Cardiotoxin II segregates phosphatidylglycerol from mixtures with phosphatidylcholine: (31)P and (2)H NMR spectroscopic evidence.

Abstract

The interaction of the cationic protein cardiotoxin II (CTX II) with mixtures of zwitterionic 1-palmitoyl-2-oleoyl-sn-glycero-3-phosphocholine (POPC) and anionic 1-palmitoyl-2-oleoyl-sn-glycero-3-phosphoglycerol (POPG) was investigated using phosphorus ((31)P) and deuterium ((2)H) nuclear magnetic resonance (NMR) spectroscopy. Adding CTX II to 1:1 POPC/POPG mixtures produced a two-component (31)P NMR spectrum, in which the second component had a decreased chemical shift anisotropy. Simultaneously, the (2)H NMR quadrupolar splitting measured from both POPC-alpha-d(2) and POPC-beta-d(2) decreased. Thus, CTX II produces an altered macroscopic phase state of the lipid bilayers, and this obscures any effects on bilayer surface electrostatics observed by (2)H NMR. Using magic angle spinning (MAS) (31)P NMR spectroscopy, two isotropic resonances were resolved in the absence of CTX II and were assigned to POPG (0.47 ppm) and POPC (-.58 ppm).
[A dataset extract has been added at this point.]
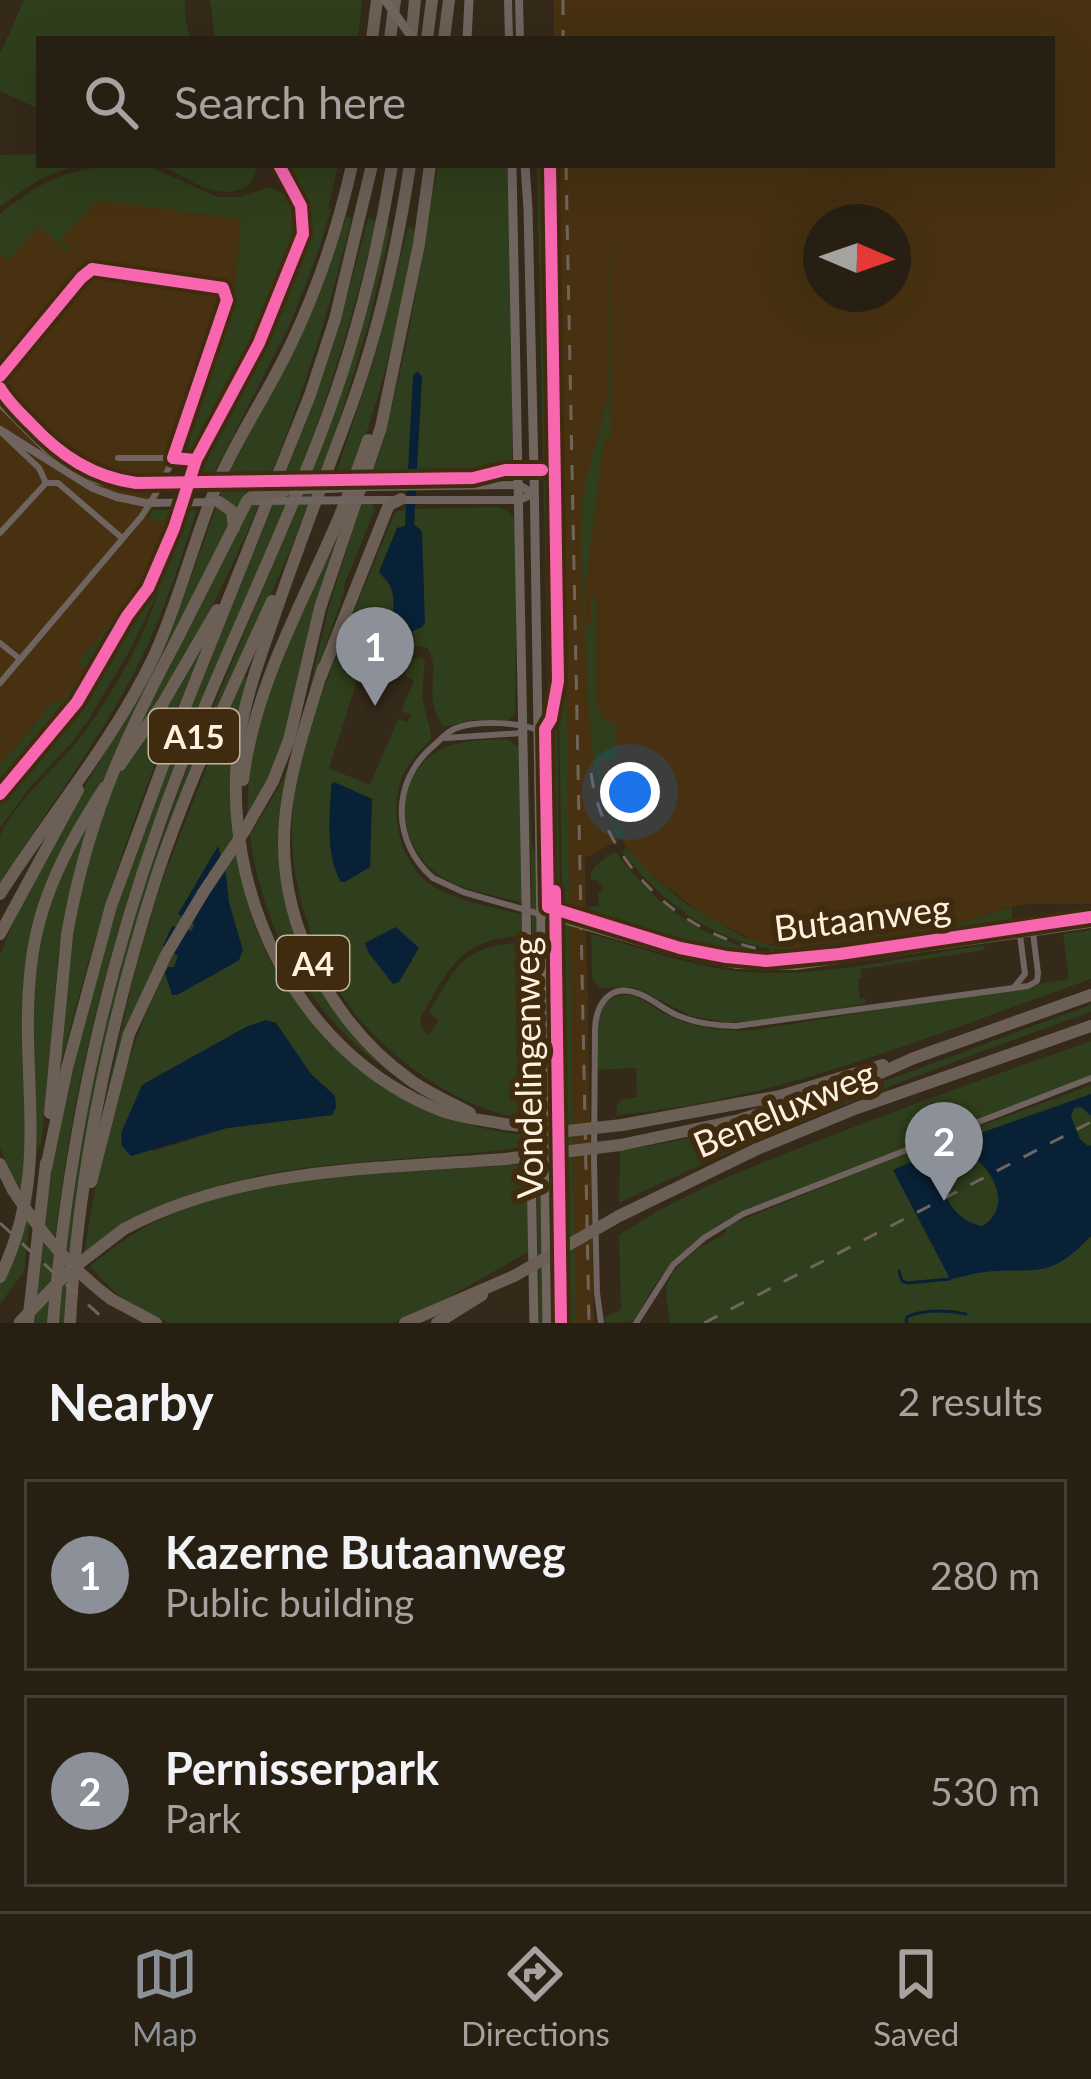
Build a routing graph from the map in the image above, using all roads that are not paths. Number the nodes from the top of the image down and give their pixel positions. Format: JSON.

Adding CTX II produced two new isotropic resonances shifted approximately 0.5 ppm downfield. Quantifying the intensities of the various resonance lines revealed that the binding isotherms for different POPC/POPG mixtures shifted onto a universal curve when expressed as a function of the CTX II/POPG ratio. The results indicate that CTX II binds preferentially to POPG and is able to laterally segregate POPG from POPC. Fitting of the binding isotherms was achieved using a two-site model derived from statistical-thermodynamic considerations. One class of binding site is specific for POPG and the other is nonspecific, capable of binding both POPC and POPG.